En 1938, Le Même rencontre Théa Nowiska, d’origine tchèque, qui deviendra son épouse. À Megève, elle innove dans la haute couture orientée sport et ouvre la boutique Olympe. Ils travaillent désormais pour la même clientèle de villégiateurs mégevans.
Homme de culture et curieux de nature, Le Même s’intéresse dès les années 1920 à l’actualité des mouvements d’avant-garde et aux nouveautés dans le domaine de la construction. Il s’imprègne notamment des idées proposées par le Mouvement Moderne conduit par Le Corbusier ou encore le mouvement hollandais De Stijl.

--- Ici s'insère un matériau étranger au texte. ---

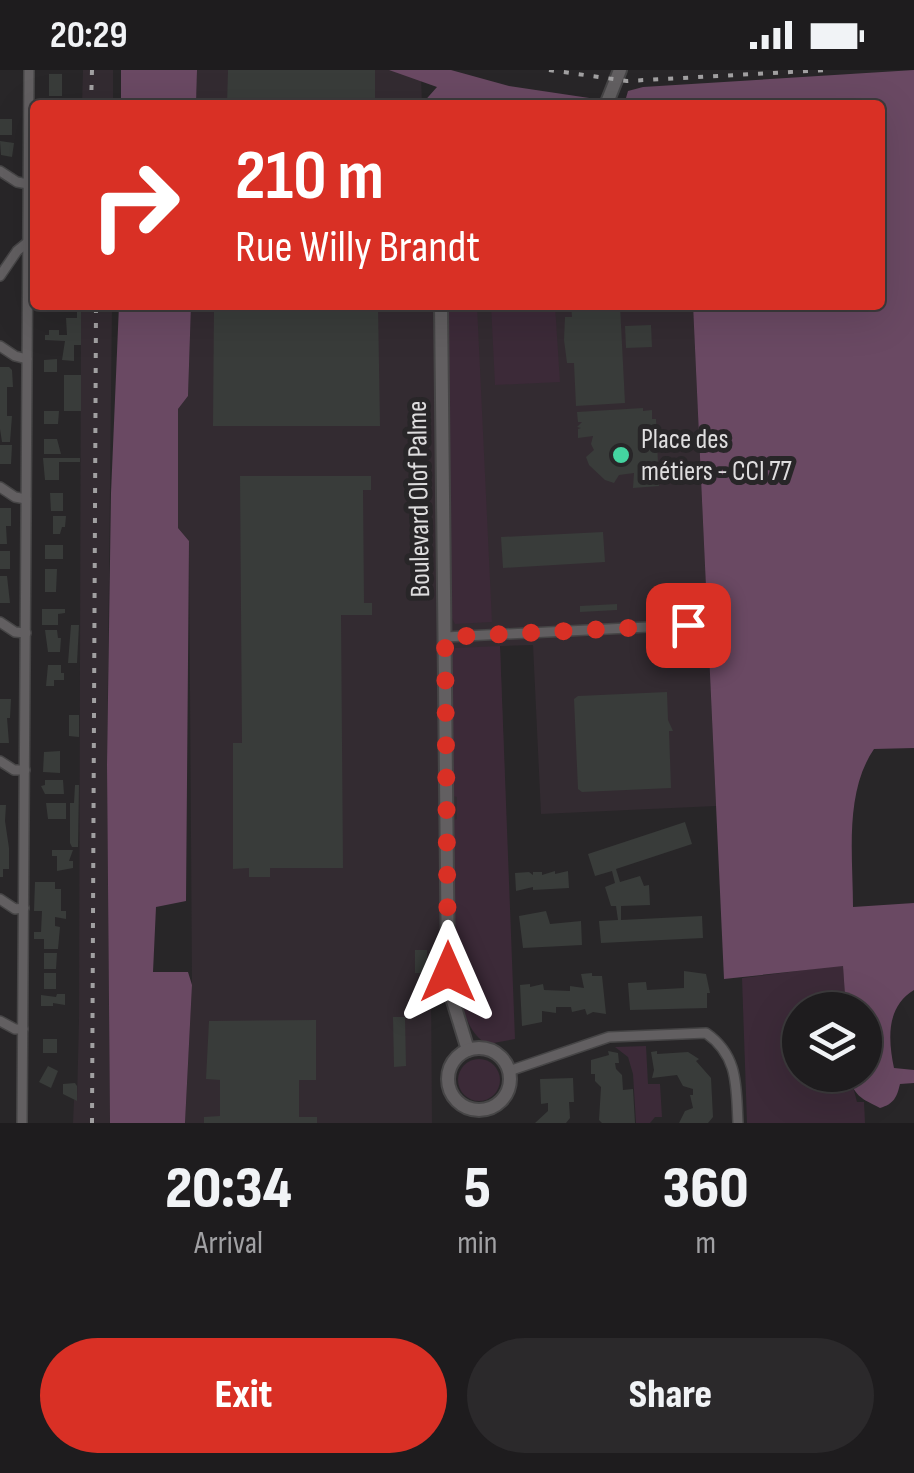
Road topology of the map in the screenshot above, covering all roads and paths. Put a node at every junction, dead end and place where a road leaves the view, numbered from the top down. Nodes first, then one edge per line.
1 (29, 70) edge
2 (619, 75) edge
3 (608, 100) edge
4 (0, 170) edge
5 (28, 184) junction
6 (28, 242) junction
7 (0, 276) edge
8 (442, 310) edge
9 (0, 346) edge
10 (27, 359) junction
11 (0, 487) edge
12 (26, 499) junction
13 (0, 622) edge
14 (688, 625) dead end
15 (26, 632) junction
16 (445, 637) junction
17 (0, 761) edge
18 (25, 770) junction
19 (0, 899) edge
20 (24, 908) junction
21 (0, 1022) edge
22 (23, 1030) junction
23 (468, 1050) junction
24 (509, 1071) junction
25 (469, 1116) edge
26 (22, 1123) edge
27 (738, 1123) edge

1 - 5 street
2 - 3 street
4 - 5 street
5 - 6 street
6 - 7 street
6 - 10 street
8 - 16 street, Boulevard Olof Palme
9 - 10 street
10 - 12 street
11 - 12 street
12 - 15 street
13 - 15 street
14 - 16 street
15 - 18 street
16 - 23 street, Boulevard Olof Palme
17 - 18 street
18 - 20 street
19 - 20 street
20 - 22 street
21 - 22 street
22 - 26 street
23 - 24 street
23 - 25 street
24 - 25 street
24 - 27 street

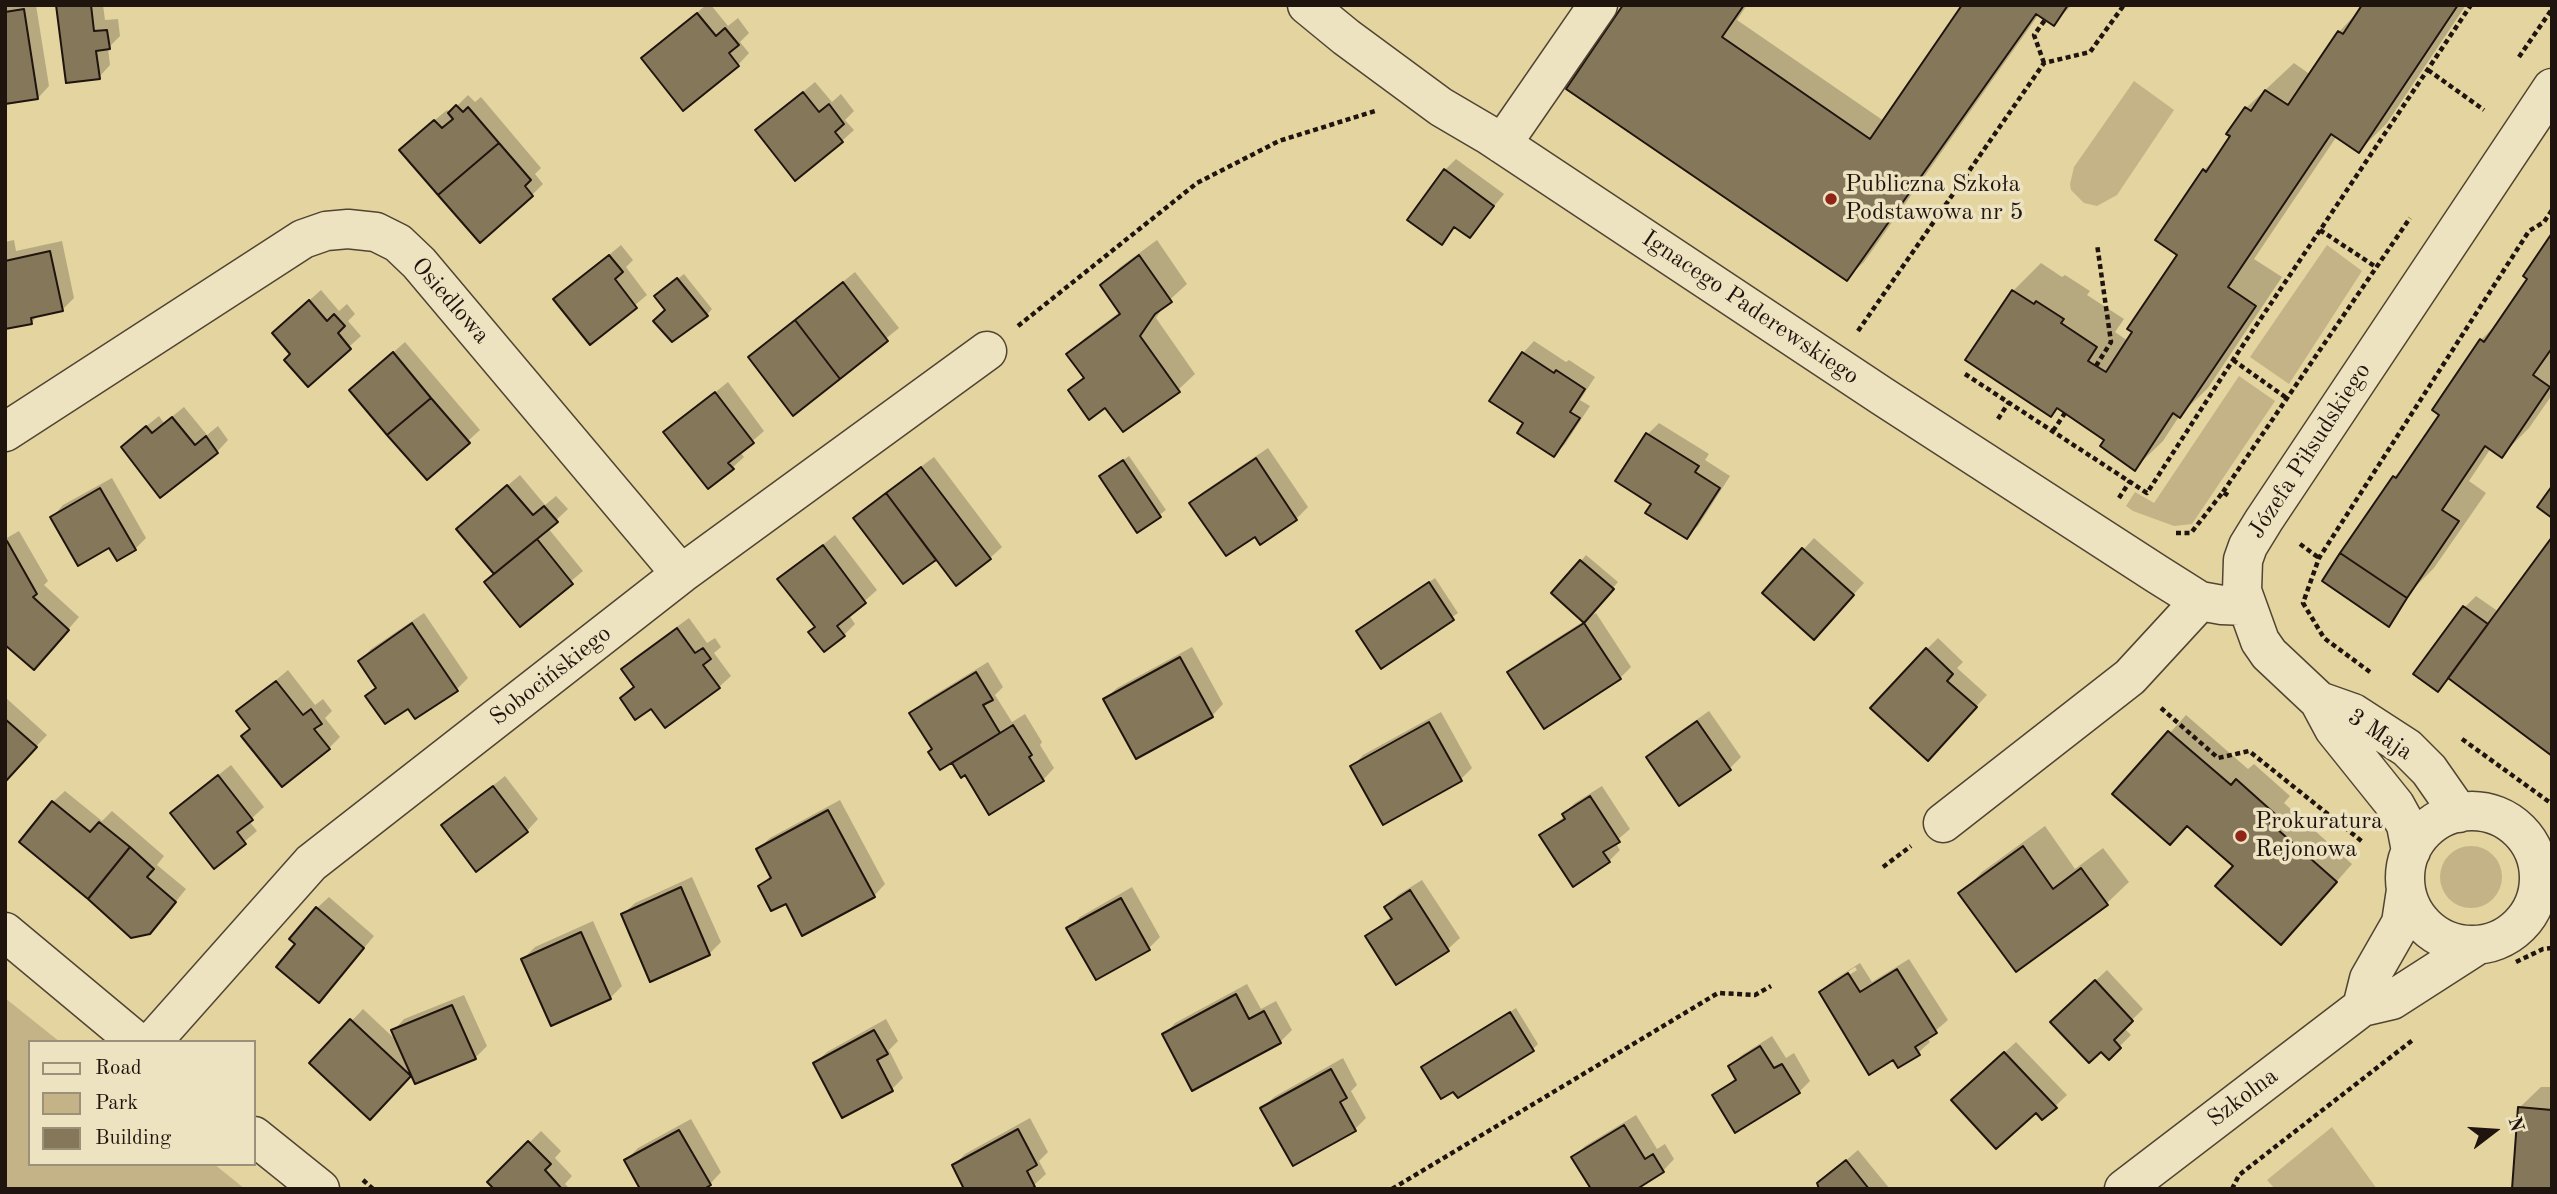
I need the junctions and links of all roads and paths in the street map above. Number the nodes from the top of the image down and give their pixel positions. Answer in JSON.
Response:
{"nodes":[{"id":1,"x":1307,"y":5,"type":"edge"},
{"id":2,"x":1598,"y":5,"type":"edge"},
{"id":3,"x":2124,"y":5,"type":"edge"},
{"id":4,"x":2471,"y":5,"type":"edge"},
{"id":5,"x":2552,"y":9,"type":"edge"},
{"id":6,"x":2045,"y":20,"type":"dead end"},
{"id":7,"x":2044,"y":63,"type":"junction"},
{"id":8,"x":2514,"y":65,"type":"dead end"},
{"id":9,"x":2427,"y":70,"type":"junction"},
{"id":10,"x":2552,"y":88,"type":"edge"},
{"id":11,"x":1386,"y":108,"type":"dead end"},
{"id":12,"x":2477,"y":121,"type":"dead end"},
{"id":13,"x":1502,"y":144,"type":"junction"},
{"id":14,"x":2552,"y":210,"type":"edge"},
{"id":15,"x":2415,"y":211,"type":"dead end"},
{"id":16,"x":2320,"y":230,"type":"junction"},
{"id":17,"x":2097,"y":244,"type":"dead end"},
{"id":18,"x":2376,"y":267,"type":"junction"},
{"id":19,"x":1855,"y":334,"type":"dead end"},
{"id":20,"x":987,"y":351,"type":"joint"},
{"id":21,"x":2233,"y":360,"type":"junction"},
{"id":22,"x":2096,"y":366,"type":"dead end"},
{"id":23,"x":1965,"y":374,"type":"dead end"},
{"id":24,"x":2288,"y":398,"type":"junction"},
{"id":25,"x":2009,"y":402,"type":"junction"},
{"id":26,"x":2065,"y":413,"type":"dead end"},
{"id":27,"x":1992,"y":427,"type":"dead end"},
{"id":28,"x":2053,"y":431,"type":"junction"},
{"id":29,"x":5,"y":432,"type":"edge"},
{"id":30,"x":2130,"y":481,"type":"junction"},
{"id":31,"x":2223,"y":492,"type":"junction"},
{"id":32,"x":2234,"y":499,"type":"dead end"},
{"id":33,"x":2113,"y":508,"type":"dead end"},
{"id":34,"x":2191,"y":533,"type":"dead end"},
{"id":35,"x":681,"y":574,"type":"junction"},
{"id":36,"x":2200,"y":601,"type":"junction"},
{"id":37,"x":2246,"y":606,"type":"junction"},
{"id":38,"x":2379,"y":678,"type":"dead end"},
{"id":39,"x":2319,"y":701,"type":"junction"},
{"id":40,"x":2161,"y":708,"type":"dead end"},
{"id":41,"x":2456,"y":735,"type":"dead end"},
{"id":42,"x":2552,"y":804,"type":"edge"},
{"id":43,"x":2459,"y":813,"type":"junction"},
{"id":44,"x":1943,"y":823,"type":"dead end"},
{"id":45,"x":2369,"y":849,"type":"dead end"},
{"id":46,"x":2411,"y":850,"type":"junction"},
{"id":47,"x":2541,"y":851,"type":"edge"},
{"id":48,"x":2406,"y":890,"type":"junction"},
{"id":49,"x":5,"y":932,"type":"edge"},
{"id":50,"x":2527,"y":939,"type":"edge"},
{"id":51,"x":2476,"y":946,"type":"junction"},
{"id":52,"x":2552,"y":948,"type":"edge"},
{"id":53,"x":1771,"y":986,"type":"dead end"},
{"id":54,"x":2362,"y":1007,"type":"junction"},
{"id":55,"x":2415,"y":1039,"type":"dead end"},
{"id":56,"x":135,"y":1040,"type":"edge"},
{"id":57,"x":154,"y":1040,"type":"edge"},
{"id":58,"x":256,"y":1138,"type":"edge"},
{"id":59,"x":320,"y":1189,"type":"edge"},
{"id":60,"x":1392,"y":1189,"type":"edge"},
{"id":61,"x":2124,"y":1189,"type":"edge"},
{"id":62,"x":2232,"y":1189,"type":"edge"}],
"edges":[{"from":1,"to":13,"type":"street","name":"Ignacego Paderewskiego"},
{"from":2,"to":13,"type":"street"},
{"from":3,"to":7,"type":"path"},
{"from":4,"to":9,"type":"path"},
{"from":5,"to":8,"type":"path"},
{"from":6,"to":7,"type":"path"},
{"from":7,"to":19,"type":"path"},
{"from":9,"to":12,"type":"path"},
{"from":9,"to":16,"type":"path"},
{"from":10,"to":37,"type":"street","name":"Józefa Piłsudskiego"},
{"from":11,"to":20,"type":"path"},
{"from":13,"to":36,"type":"street","name":"Ignacego Paderewskiego"},
{"from":14,"to":38,"type":"path"},
{"from":15,"to":18,"type":"path"},
{"from":16,"to":18,"type":"path"},
{"from":16,"to":21,"type":"path"},
{"from":17,"to":22,"type":"path"},
{"from":18,"to":24,"type":"path"},
{"from":20,"to":35,"type":"street","name":"Sobocińskiego"},
{"from":21,"to":24,"type":"path"},
{"from":21,"to":30,"type":"path"},
{"from":23,"to":25,"type":"path"},
{"from":24,"to":31,"type":"path"},
{"from":25,"to":27,"type":"path"},
{"from":25,"to":28,"type":"path"},
{"from":26,"to":28,"type":"path"},
{"from":28,"to":30,"type":"path"},
{"from":29,"to":35,"type":"street","name":"Osiedlowa"},
{"from":30,"to":33,"type":"path"},
{"from":31,"to":32,"type":"path"},
{"from":31,"to":34,"type":"path"},
{"from":35,"to":57,"type":"street","name":"Sobocińskiego"},
{"from":36,"to":37,"type":"street"},
{"from":36,"to":44,"type":"street"},
{"from":37,"to":39,"type":"street","name":"3 Maja"},
{"from":39,"to":43,"type":"street","name":"3 Maja"},
{"from":39,"to":46,"type":"street","name":"3 Maja"},
{"from":40,"to":45,"type":"path"},
{"from":41,"to":42,"type":"path"},
{"from":43,"to":46,"type":"street"},
{"from":43,"to":47,"type":"street"},
{"from":46,"to":48,"type":"street"},
{"from":47,"to":50,"type":"street"},
{"from":48,"to":51,"type":"street"},
{"from":48,"to":54,"type":"street"},
{"from":49,"to":56,"type":"street"},
{"from":50,"to":51,"type":"street"},
{"from":50,"to":52,"type":"path"},
{"from":51,"to":54,"type":"street","name":"Szkolna"},
{"from":53,"to":60,"type":"path"},
{"from":54,"to":61,"type":"street","name":"Szkolna"},
{"from":55,"to":62,"type":"path"},
{"from":58,"to":59,"type":"street"}]}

Sans jamais renier son héritage classique, ni son goût pour l’art décoratif, Le Même assimile dans sa production architecturale les éléments qu’il juge pertinents, issus des nouveaux courants de pensée et des innovations dans les techniques de la construction, dont le béton armé. Une spécificité qui lui permet d’actualiser ses propositions architecturales et d’être en phase avec les époques qu’il traverse. Il répond à des commandes variées tant par leurs programmes que par leurs échelles : meubles, habitations, sanatoriums, cités scolaires, édifices publics notamment.
Durant toute sa carrière, Le Même conçoit et construit inlassablement.
Sa production architecturale s’érige principalement en France. Malgré la quantité importante de commandes, Le Même préserve une taille d’agence modeste avec un maximum de dix à quinze collaborateurs. Une manière de conserver la singularité de sa structure mégevanne et de rester fidèle à sa manière d’appréhender la conception architecturale, c’est-à-dire en conservant la maîtrise de tous ses projets ; à l’agence il est le seul architecte qui fait référence, s’imposant comme “ le patron ”. Il expérimente et fait évoluer ses propositions de projet en projet mais ne théorise pas sa pensée de l’architecture.
À plus de 80 ans Le Même arrête son activité professionnelle. Sans descendance, il décède le 17 février 1997 presque centenaire, laissant une oeuvre féconde, riche et souvent méconnue. Ses archives sont conservées aux Archives départementales de la Haute-Savoie.